Redeeming Love.

uncategorized

Oh, I am ashamed to admit this.
In the past week, I have read not one but two Francine Rivers novels.

I’m not a romance-y person. and I certainly am not huge on fiction. But after reading The Atonement Child {which I thought was a horrible book} I figured I should at least read the one with all the hype, Redeeming Love. So I did.

The whole time I read the book, I kept thinking about my history and where I’ve come from and what it means to me to have been redeemed. My story is different, but I can still relate to being brought out of darkness. I spent much of my childhood in fear, faking courage and growing dead on the inside. Still to this day, most of my pain is self-inflicted as a preemptive defense. It is easier to pretend like I know everything and care about nothing than to admit my sensitivity and concern.

I have been called from darkness to light, from death to life. I walked around the Birks house when I took a break from reading and thought back to one night that I will never forget – the first night I called 911. I was 4. As soon as I heard the operator pick up, my dad turned the hallway and began storming towards me, so I hung up. He hit my mom with a hairbrush with enough force that she fell and blacked out. The police responded to the call and took my dad to jail overnight. I kept putting the gray hairbrush back in the place I had stared at my mom’s body for what seemed like eternity.

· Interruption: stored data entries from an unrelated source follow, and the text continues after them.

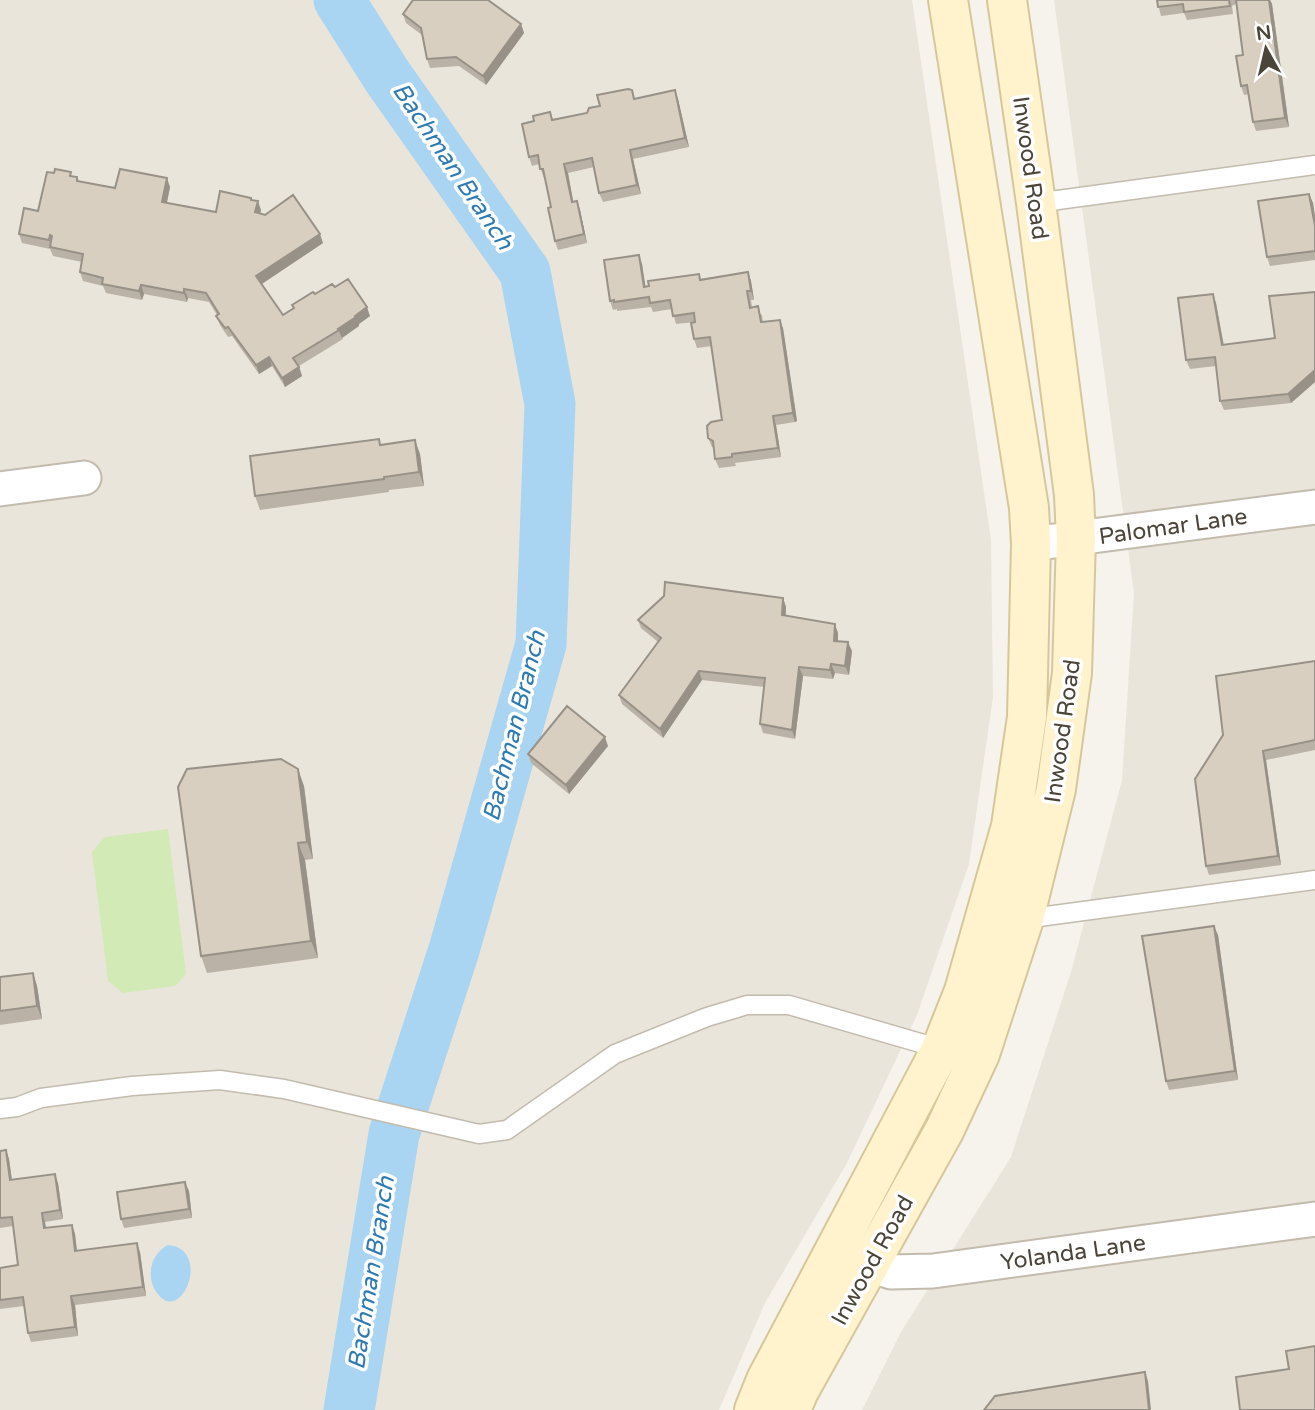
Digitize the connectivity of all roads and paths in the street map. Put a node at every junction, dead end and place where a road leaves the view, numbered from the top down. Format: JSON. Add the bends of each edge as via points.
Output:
{"nodes":[{"id":1,"x":948,"y":0,"type":"edge"},
{"id":2,"x":1007,"y":0,"type":"edge"},
{"id":3,"x":1315,"y":165,"type":"edge"},
{"id":4,"x":1036,"y":203,"type":"junction"},
{"id":5,"x":84,"y":478,"type":"dead end"},
{"id":6,"x":0,"y":489,"type":"edge"},
{"id":7,"x":1315,"y":507,"type":"edge"},
{"id":8,"x":1076,"y":539,"type":"junction"},
{"id":9,"x":1031,"y":544,"type":"junction"},
{"id":10,"x":1315,"y":880,"type":"edge"},
{"id":11,"x":987,"y":911,"type":"junction"},
{"id":12,"x":1024,"y":919,"type":"junction"},
{"id":13,"x":941,"y":1049,"type":"junction"},
{"id":14,"x":0,"y":1109,"type":"edge"},
{"id":15,"x":1315,"y":1219,"type":"edge"},
{"id":16,"x":834,"y":1252,"type":"junction"},
{"id":17,"x":870,"y":1264,"type":"junction"},
{"id":18,"x":754,"y":1410,"type":"edge"},
{"id":19,"x":791,"y":1410,"type":"edge"}],
"edges":[{"from":1,"to":9,"type":"main road","name":"Inwood Road","via":[[1021,453]]},
{"from":2,"to":4,"type":"main road","name":"Inwood Road"},
{"from":3,"to":4,"type":"lane"},
{"from":4,"to":8,"type":"main road","name":"Inwood Road"},
{"from":5,"to":6,"type":"street"},
{"from":7,"to":8,"type":"street","name":"Palomar Lane"},
{"from":8,"to":9,"type":"street","name":"Palomar Lane"},
{"from":8,"to":12,"type":"main road","name":"Inwood Road","via":[[1071,686],[1056,789]]},
{"from":9,"to":11,"type":"main road","name":"Inwood Road","via":[[1027,717],[1011,826]]},
{"from":10,"to":12,"type":"lane"},
{"from":11,"to":12,"type":"main road"},
{"from":11,"to":13,"type":"main road","name":"Inwood Road"},
{"from":12,"to":17,"type":"main road","name":"Inwood Road","via":[[980,1054],[944,1131]]},
{"from":13,"to":14,"type":"lane","via":[[789,1005],[747,1005],[615,1054],[507,1130],[479,1134],[284,1089],[220,1080],[132,1086],[41,1098]]},
{"from":13,"to":16,"type":"main road","name":"Inwood Road"},
{"from":15,"to":17,"type":"street","name":"Yolanda Lane","via":[[933,1270],[891,1272]]},
{"from":16,"to":17,"type":"street","name":"Yolanda Lane"},
{"from":16,"to":18,"type":"main road","name":"Inwood Road"},
{"from":17,"to":19,"type":"main road","name":"Inwood Road"}]}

I was alone. My dad was in jail, my mom was hardly in any place to be of real comfort to me, and I had nobody. All I longed for was a sibling.

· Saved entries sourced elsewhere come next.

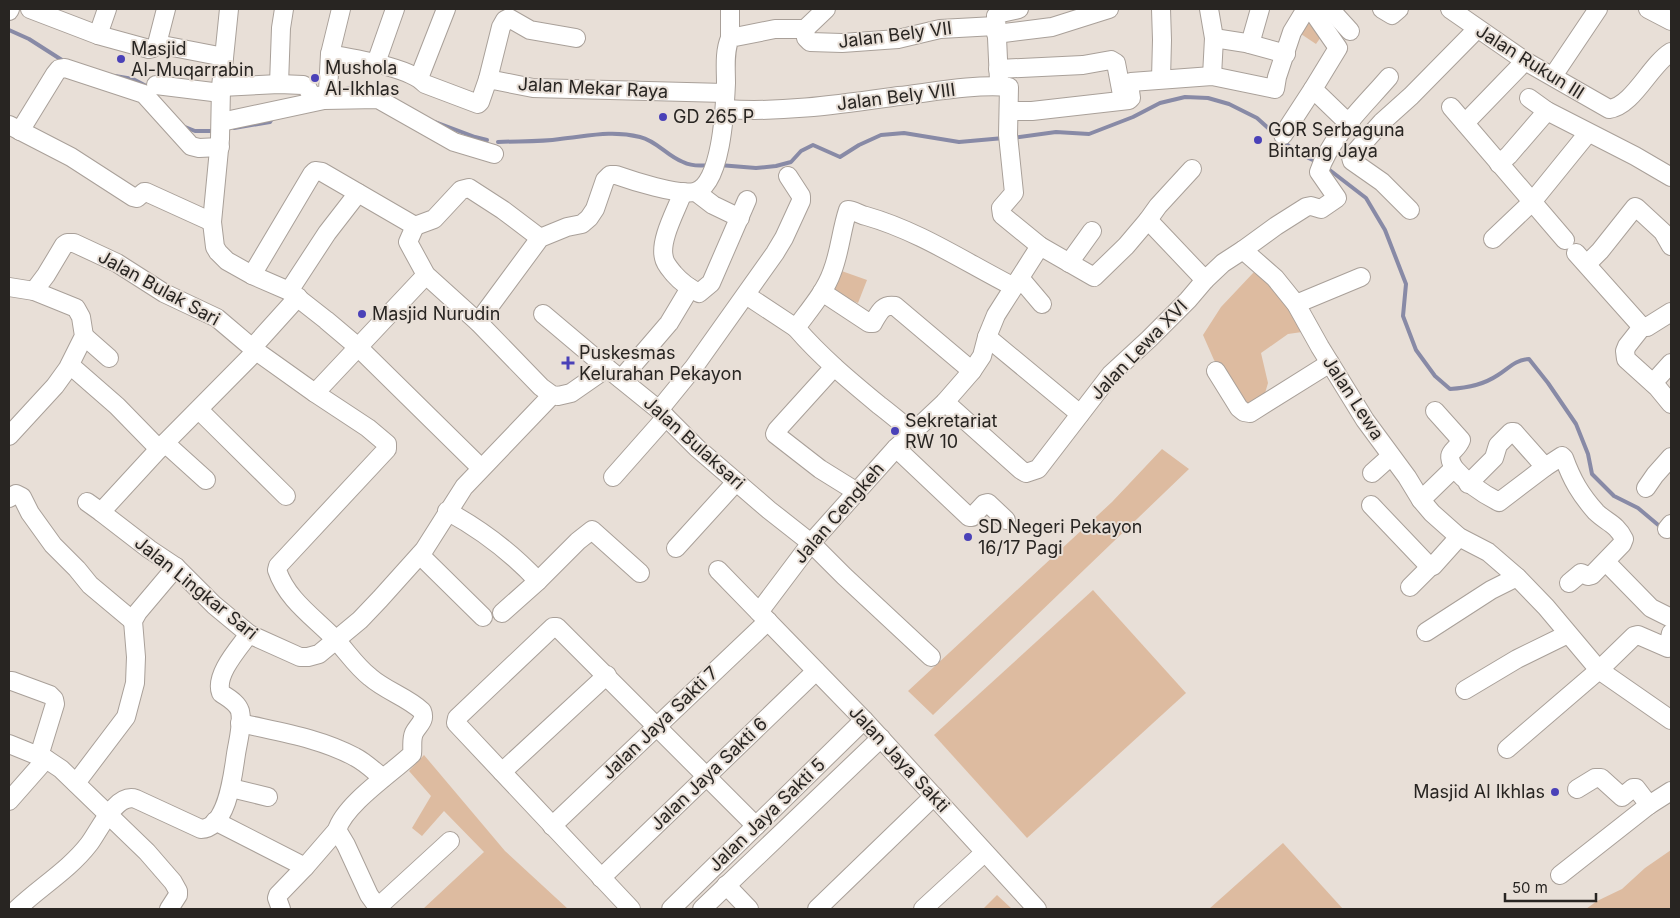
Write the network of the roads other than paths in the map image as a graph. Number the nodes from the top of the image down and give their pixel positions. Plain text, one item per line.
1 (30, 9) edge
2 (107, 9) edge
3 (166, 9) edge
4 (229, 9) edge
5 (284, 9) edge
6 (342, 9) edge
7 (395, 9) edge
8 (446, 9) edge
9 (730, 9) edge
10 (826, 9) edge
11 (1020, 9) edge
12 (1109, 9) edge
13 (1162, 9) edge
14 (1209, 9) edge
15 (1260, 9) edge
16 (1306, 9) edge
17 (1311, 9) edge
18 (1330, 9) edge
19 (1382, 9) edge
20 (1399, 9) edge
21 (1450, 9) edge
22 (1598, 9) edge
23 (1648, 9) edge
24 (55, 13) edge
25 (1671, 21) edge
26 (996, 26) junction
27 (1477, 28) junction
28 (805, 29) junction
29 (1350, 31) dead end
30 (98, 35) junction
31 (576, 38) dead end
32 (730, 38) junction
33 (1214, 38) junction
34 (157, 44) junction
35 (1250, 44) junction
36 (1671, 52) edge
37 (330, 54) junction
38 (1286, 54) junction
39 (224, 57) junction
40 (1525, 60) junction
41 (376, 64) junction
42 (998, 69) junction
43 (1212, 76) junction
44 (1553, 76) junction
45 (1390, 77) dead end
46 (419, 78) junction
47 (488, 79) junction
48 (1161, 79) junction
49 (279, 84) junction
50 (156, 85) dead end
51 (999, 86) junction
52 (1313, 89) junction
53 (221, 90) junction
54 (1529, 98) dead end
55 (725, 101) junction
56 (1123, 101) junction
57 (1451, 107) dead end
58 (1009, 111) junction
59 (1547, 111) junction
60 (1351, 121) junction
61 (1465, 123) junction
62 (12, 129) edge
63 (1588, 133) junction
64 (221, 134) junction
65 (1283, 135) dead end
66 (494, 154) dead end
67 (1499, 164) junction
68 (1192, 169) dead end
69 (788, 176) dead end
70 (1671, 177) edge
71 (690, 192) junction
72 (358, 193) junction
73 (747, 200) dead end
74 (1532, 202) junction
75 (1410, 210) dead end
76 (740, 218) junction
77 (1148, 220) junction
78 (212, 222) junction
79 (415, 226) junction
80 (1092, 231) dead end
81 (540, 238) junction
82 (1493, 239) dead end
83 (1040, 246) junction
84 (1671, 246) edge
85 (1244, 250) junction
86 (1576, 252) junction
87 (1069, 263) junction
88 (252, 275) junction
89 (426, 275) junction
90 (1361, 277) dead end
91 (1205, 280) junction
92 (1017, 283) junction
93 (9, 287) edge
94 (690, 288) junction
95 (34, 292) junction
96 (822, 292) junction
97 (293, 294) junction
98 (746, 295) junction
99 (1042, 304) dead end
100 (1296, 304) junction
101 (1671, 312) edge
102 (543, 314) dead end
103 (478, 322) junction
104 (1642, 327) junction
105 (796, 328) junction
106 (84, 336) junction
107 (987, 337) junction
108 (358, 347) junction
109 (254, 349) junction
110 (109, 358) dead end
111 (1330, 363) junction
112 (1671, 364) edge
113 (70, 365) junction
114 (834, 367) junction
115 (607, 368) junction
116 (972, 371) junction
117 (1216, 371) dead end
118 (621, 380) junction
119 (1653, 383) junction
120 (315, 393) junction
121 (552, 395) junction
122 (945, 402) junction
123 (1671, 404) edge
124 (199, 410) junction
125 (1435, 411) dead end
126 (663, 413) junction
127 (1080, 414) junction
128 (913, 432) junction
129 (9, 436) edge
130 (162, 446) junction
131 (896, 448) junction
132 (1391, 456) junction
133 (1671, 457) edge
134 (1545, 467) junction
135 (482, 468) junction
136 (1454, 468) junction
137 (1372, 473) dead end
138 (613, 477) dead end
139 (206, 480) dead end
140 (736, 482) junction
141 (1468, 484) junction
142 (1646, 488) dead end
143 (856, 492) junction
144 (286, 496) dead end
145 (9, 498) edge
146 (1421, 500) junction
147 (1371, 505) dead end
148 (447, 511) junction
149 (1006, 520) dead end
150 (1459, 536) junction
151 (811, 543) junction
152 (676, 548) dead end
153 (420, 555) junction
154 (1606, 562) junction
155 (176, 567) junction
156 (1430, 567) junction
157 (718, 570) dead end
158 (640, 573) dead end
159 (1517, 577) junction
160 (538, 581) junction
161 (1570, 583) dead end
162 (1410, 587) dead end
163 (502, 613) dead end
164 (764, 616) junction
165 (483, 617) dead end
166 (1671, 618) edge
167 (133, 621) junction
168 (1426, 632) dead end
169 (249, 634) junction
170 (1568, 634) junction
171 (335, 639) junction
172 (1670, 643) edge
173 (931, 657) dead end
174 (1599, 670) junction
175 (816, 671) junction
176 (607, 675) junction
177 (9, 682) edge
178 (1465, 690) dead end
179 (864, 720) junction
180 (1671, 720) edge
181 (240, 723) junction
182 (657, 727) junction
183 (881, 738) junction
184 (9, 744) edge
185 (1507, 749) dead end
186 (42, 757) junction
187 (502, 772) junction
188 (707, 776) junction
189 (383, 778) junction
190 (76, 783) junction
191 (231, 788) junction
192 (1578, 789) dead end
193 (1671, 792) edge
194 (934, 796) junction
195 (268, 797) dead end
196 (9, 801) edge
197 (1649, 806) junction
198 (107, 815) junction
199 (216, 821) junction
200 (552, 826) junction
201 (756, 826) junction
202 (337, 830) junction
203 (450, 841) dead end
204 (984, 853) junction
205 (305, 867) junction
206 (1560, 875) dead end
207 (601, 878) junction
208 (726, 885) junction
209 (15, 905) edge
210 (378, 908) edge
211 (170, 909) edge
212 (281, 909) edge
213 (631, 909) edge
214 (671, 909) edge
215 (702, 909) edge
216 (749, 909) edge
217 (817, 909) edge
218 (923, 909) edge
219 (1037, 909) edge

1 - 24 street
2 - 30 street
3 - 34 street
4 - 39 street
5 - 49 street
6 - 37 street
7 - 41 street
8 - 46 street
9 - 32 street
10 - 28 street
11 - 26 street
12 - 26 street
13 - 48 street
14 - 33 street
15 - 35 street
16 - 38 street
17 - 52 street
18 - 29 street
19 - 20 street
21 - 27 street, Jalan Rukun III
22 - 44 street
23 - 25 street
24 - 30 street
26 - 28 street, Jalan Bely VII
26 - 42 street
27 - 40 street, Jalan Rukun III
27 - 75 street
28 - 32 street
30 - 34 street
31 - 47 street
32 - 55 street
33 - 35 street
33 - 43 street
34 - 39 street
35 - 38 street
36 - 44 street, Jalan Rukun III
37 - 41 street
37 - 49 street
38 - 43 street
39 - 53 street
40 - 44 street, Jalan Rukun III
40 - 61 street
41 - 46 street
42 - 51 street
42 - 56 street
43 - 48 street
45 - 60 street
46 - 47 street
47 - 55 street, Jalan Mekar Raya
48 - 56 street
49 - 53 street
50 - 53 street
51 - 55 street, Jalan Bely VIII
51 - 58 street
52 - 60 street
52 - 65 street
53 - 64 street
54 - 59 street
55 - 71 street
56 - 58 street
57 - 61 street
58 - 83 street
59 - 63 street
59 - 67 street
60 - 85 street
61 - 67 street
62 - 64 street
62 - 78 street
63 - 70 street
63 - 74 street
64 - 66 street
64 - 78 street
67 - 74 street
68 - 77 street
69 - 98 street
71 - 76 street
71 - 81 street
71 - 94 street
72 - 79 street
72 - 88 street
72 - 97 street, Jalan Lingkar Sari
73 - 76 street
74 - 82 street
74 - 86 street
76 - 94 street
77 - 87 street
77 - 91 street
78 - 88 street
79 - 81 street
79 - 89 street
80 - 87 street
81 - 103 street
83 - 87 street
83 - 92 street, Jalan Cengkeh
84 - 86 street
85 - 91 street
85 - 100 street, Jalan Lewa
86 - 104 street
88 - 97 street
89 - 103 street
89 - 108 street
90 - 100 street
91 - 127 street, Jalan Lewa XVI
92 - 96 street
92 - 99 street
92 - 107 street, Jalan Cengkeh
93 - 95 street
94 - 118 street
95 - 106 street
95 - 109 street, Jalan Bulak Sari
96 - 105 street
96 - 116 street
97 - 108 street
97 - 109 street, Jalan Lingkar Sari
98 - 105 street
98 - 126 street
100 - 111 street, Jalan Lewa
101 - 104 street
102 - 115 street, Jalan Bulaksari
103 - 121 street
104 - 119 street
105 - 114 street
106 - 110 street
106 - 113 street
107 - 116 street, Jalan Cengkeh
107 - 127 street
108 - 120 street
108 - 135 street
109 - 120 street, Jalan Bulak Sari
109 - 124 street, Jalan Lingkar Sari
111 - 117 street
111 - 132 street, Jalan Lewa
112 - 119 street
113 - 129 street
113 - 130 street
114 - 128 street
114 - 143 street
115 - 118 street, Jalan Bulaksari
115 - 121 street
116 - 122 street, Jalan Cengkeh
118 - 126 street, Jalan Bulaksari
119 - 123 street
120 - 171 street, Jalan Bulak Sari
121 - 135 street, Jalan Lingkar Sari
122 - 127 street, Jalan Lewa XVI
122 - 128 street, Jalan Cengkeh
124 - 130 street, Jalan Lingkar Sari
124 - 144 street
125 - 136 street
126 - 138 street
126 - 140 street, Jalan Bulaksari
128 - 131 street, Jalan Cengkeh
130 - 139 street
130 - 155 street, Jalan Lingkar Sari
131 - 143 street, Jalan Cengkeh
131 - 149 street
132 - 137 street
132 - 146 street, Jalan Lewa
133 - 142 street
134 - 141 street
134 - 141 street
134 - 154 street
135 - 148 street, Jalan Lingkar Sari
136 - 141 street
136 - 146 street
140 - 151 street, Jalan Bulaksari
140 - 152 street
143 - 151 street, Jalan Cengkeh
145 - 167 street
146 - 150 street, Jalan Lewa
147 - 156 street
148 - 153 street, Jalan Lingkar Sari
148 - 160 street
150 - 156 street
150 - 159 street, Jalan Lewa
151 - 164 street, Jalan Cengkeh
151 - 173 street, Jalan Bulaksari
153 - 165 street
153 - 171 street, Jalan Lingkar Sari
154 - 161 street
154 - 166 street
155 - 167 street
155 - 169 street, Jalan Lingkar Sari
156 - 162 street
157 - 164 street, Jalan Jaya Sakti
158 - 160 street
159 - 168 street
159 - 170 street, Jalan Lewa
160 - 163 street
164 - 175 street, Jalan Jaya Sakti
164 - 182 street, Jalan Jaya Sakti 7
167 - 190 street
169 - 171 street, Jalan Lingkar Sari
169 - 181 street
170 - 174 street, Jalan Lewa
170 - 178 street
171 - 189 street
172 - 174 street
174 - 180 street, Jalan Lewa
174 - 185 street
175 - 179 street, Jalan Jaya Sakti
175 - 188 street, Jalan Jaya Sakti 6
176 - 182 street
176 - 187 street
176 - 187 street
177 - 186 street
179 - 183 street, Jalan Jaya Sakti
179 - 201 street, Jalan Jaya Sakti 5
181 - 189 street
181 - 191 street
182 - 188 street
182 - 200 street, Jalan Jaya Sakti 7
183 - 194 street, Jalan Jaya Sakti
183 - 208 street
184 - 186 street
186 - 190 street
186 - 196 street
187 - 200 street
188 - 201 street
188 - 207 street, Jalan Jaya Sakti 6
189 - 202 street
190 - 198 street
191 - 195 street
191 - 199 street
192 - 197 street
193 - 197 street
194 - 204 street, Jalan Jaya Sakti
194 - 217 street
197 - 206 street
198 - 199 street
198 - 209 street
198 - 211 street
199 - 205 street
200 - 207 street
201 - 214 street, Jalan Jaya Sakti 5
202 - 205 street
202 - 210 street
203 - 210 street
204 - 218 street
204 - 219 street, Jalan Jaya Sakti
205 - 212 street
207 - 213 street
208 - 215 street
208 - 216 street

Could that little girl – me, though I separate myself from her – ever imagine being here? On that evening where 911 became a routine part of my life, would I have ever been able to dream up being in San Francisco, sharing the bed of a girl who on her own accord calls me her sister? And there is a dog, and a set of stairs, and two parents who love God and each other and their kids. And me. Somehow, me.

Could I have ever fathomed what God had in store for me?
And even now, can I fathom it?

It looks nothing like I’d expected.
It feels so normal I worry that I take it forgranted.

I finished reading that book. It was good, even if a lot of characters hugged their knees close to their chest a lot. Mostly I appreciated that moment, where I remembered the darkness in which I came from and the way God has used people to show me love, grace, redemption, and hope.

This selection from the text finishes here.